TASK DETAILS = The listing that follows should be copied in full and exactly, with no pictures.

RECORDS TO USE =

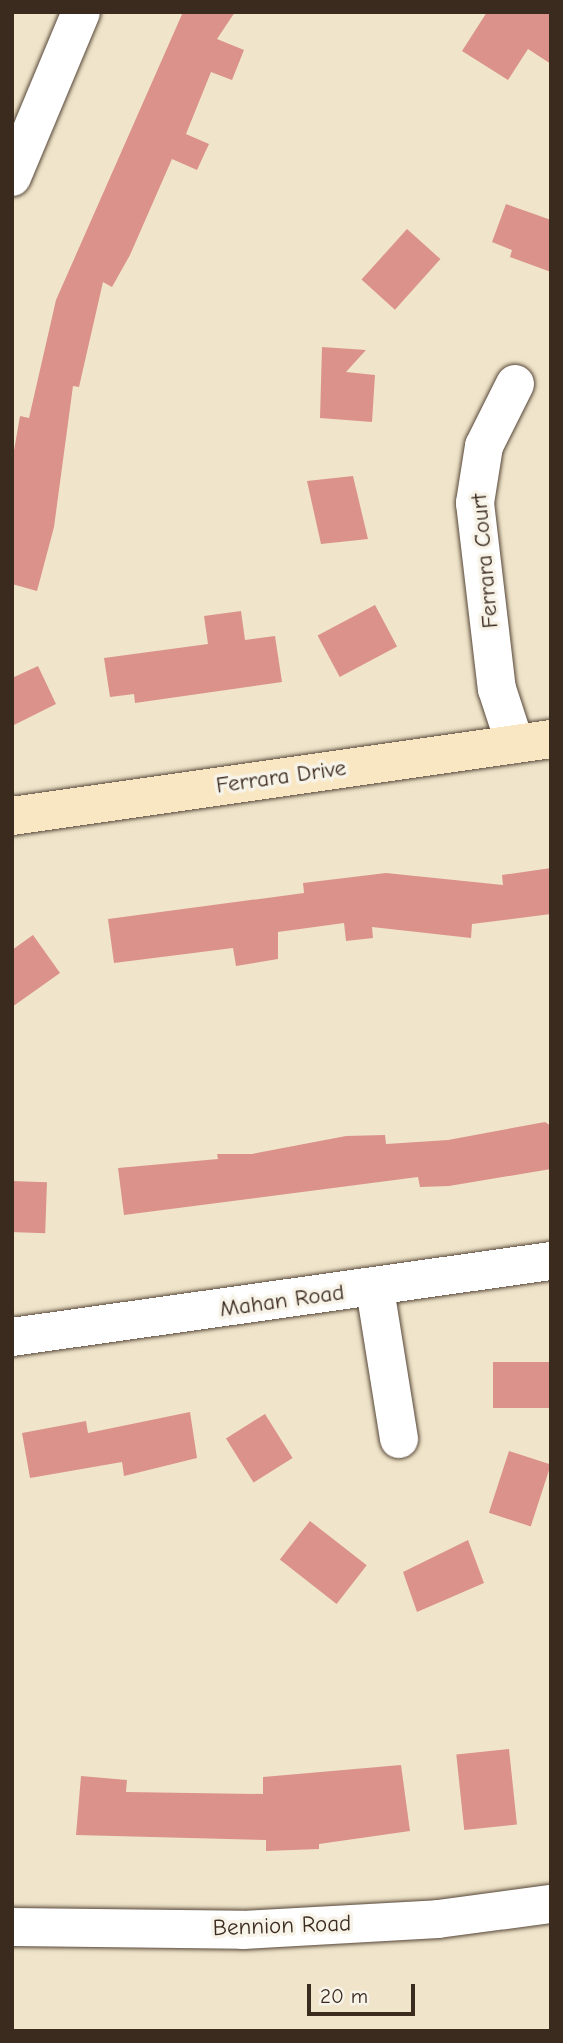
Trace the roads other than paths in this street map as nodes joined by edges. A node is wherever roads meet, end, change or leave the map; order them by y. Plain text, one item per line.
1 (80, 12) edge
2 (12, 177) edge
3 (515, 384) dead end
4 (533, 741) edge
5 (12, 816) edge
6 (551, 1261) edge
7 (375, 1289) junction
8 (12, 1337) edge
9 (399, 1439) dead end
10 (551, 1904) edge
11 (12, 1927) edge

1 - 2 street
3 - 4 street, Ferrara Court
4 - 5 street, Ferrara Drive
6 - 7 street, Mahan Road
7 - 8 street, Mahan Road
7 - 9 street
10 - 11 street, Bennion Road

FINISHED TASK =
Trace the roads other than paths in this street map as nodes joined by edges. A node is wherever roads meet, end, change or leave the map; order them by y. Plain text, one item per line.
1 (80, 12) edge
2 (12, 177) edge
3 (515, 384) dead end
4 (533, 741) edge
5 (12, 816) edge
6 (551, 1261) edge
7 (375, 1289) junction
8 (12, 1337) edge
9 (399, 1439) dead end
10 (551, 1904) edge
11 (12, 1927) edge

1 - 2 street
3 - 4 street, Ferrara Court
4 - 5 street, Ferrara Drive
6 - 7 street, Mahan Road
7 - 8 street, Mahan Road
7 - 9 street
10 - 11 street, Bennion Road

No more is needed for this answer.